■ Source records

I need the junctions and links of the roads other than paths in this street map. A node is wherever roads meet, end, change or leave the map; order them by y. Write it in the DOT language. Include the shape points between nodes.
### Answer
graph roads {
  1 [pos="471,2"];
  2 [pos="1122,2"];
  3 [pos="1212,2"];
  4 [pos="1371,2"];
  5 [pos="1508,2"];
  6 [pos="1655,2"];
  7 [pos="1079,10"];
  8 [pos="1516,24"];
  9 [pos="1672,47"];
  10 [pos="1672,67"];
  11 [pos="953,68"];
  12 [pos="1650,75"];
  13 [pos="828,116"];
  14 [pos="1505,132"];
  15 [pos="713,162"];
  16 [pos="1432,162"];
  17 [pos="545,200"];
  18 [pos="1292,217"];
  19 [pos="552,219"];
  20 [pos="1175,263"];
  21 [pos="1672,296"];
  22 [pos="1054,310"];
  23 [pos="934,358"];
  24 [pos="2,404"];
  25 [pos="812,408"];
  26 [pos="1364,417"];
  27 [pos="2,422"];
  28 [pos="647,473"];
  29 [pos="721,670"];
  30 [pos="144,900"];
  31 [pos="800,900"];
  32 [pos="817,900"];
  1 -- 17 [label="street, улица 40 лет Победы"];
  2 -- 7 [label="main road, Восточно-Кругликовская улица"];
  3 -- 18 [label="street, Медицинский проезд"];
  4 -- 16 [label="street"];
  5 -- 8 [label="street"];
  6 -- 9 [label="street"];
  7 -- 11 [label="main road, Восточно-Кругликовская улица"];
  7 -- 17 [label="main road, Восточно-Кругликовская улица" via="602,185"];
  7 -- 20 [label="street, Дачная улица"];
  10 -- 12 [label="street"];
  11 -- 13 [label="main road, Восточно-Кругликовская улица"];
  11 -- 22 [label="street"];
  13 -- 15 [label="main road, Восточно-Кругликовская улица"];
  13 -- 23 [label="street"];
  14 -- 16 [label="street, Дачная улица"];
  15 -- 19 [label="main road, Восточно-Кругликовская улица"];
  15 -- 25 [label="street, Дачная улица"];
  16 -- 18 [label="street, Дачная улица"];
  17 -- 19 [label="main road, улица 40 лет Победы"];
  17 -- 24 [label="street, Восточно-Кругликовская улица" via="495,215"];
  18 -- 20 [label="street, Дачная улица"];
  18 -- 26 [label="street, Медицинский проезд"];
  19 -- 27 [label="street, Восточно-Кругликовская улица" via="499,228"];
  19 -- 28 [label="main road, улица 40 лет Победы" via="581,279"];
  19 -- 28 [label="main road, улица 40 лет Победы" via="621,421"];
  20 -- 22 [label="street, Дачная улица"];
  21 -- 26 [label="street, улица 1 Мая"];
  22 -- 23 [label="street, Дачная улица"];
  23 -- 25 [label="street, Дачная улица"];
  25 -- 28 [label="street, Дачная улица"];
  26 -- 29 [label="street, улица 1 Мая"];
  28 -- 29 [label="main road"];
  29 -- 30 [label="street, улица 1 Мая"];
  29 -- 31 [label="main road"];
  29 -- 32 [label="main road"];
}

■ Exercise directions
Only lines holding the word "Дачная" belong in the answer; copy all of them from the records.

■ Solution to this exercise
  7 -- 20 [label="street, Дачная улица"];
  14 -- 16 [label="street, Дачная улица"];
  15 -- 25 [label="street, Дачная улица"];
  16 -- 18 [label="street, Дачная улица"];
  18 -- 20 [label="street, Дачная улица"];
  20 -- 22 [label="street, Дачная улица"];
  22 -- 23 [label="street, Дачная улица"];
  23 -- 25 [label="street, Дачная улица"];
  25 -- 28 [label="street, Дачная улица"];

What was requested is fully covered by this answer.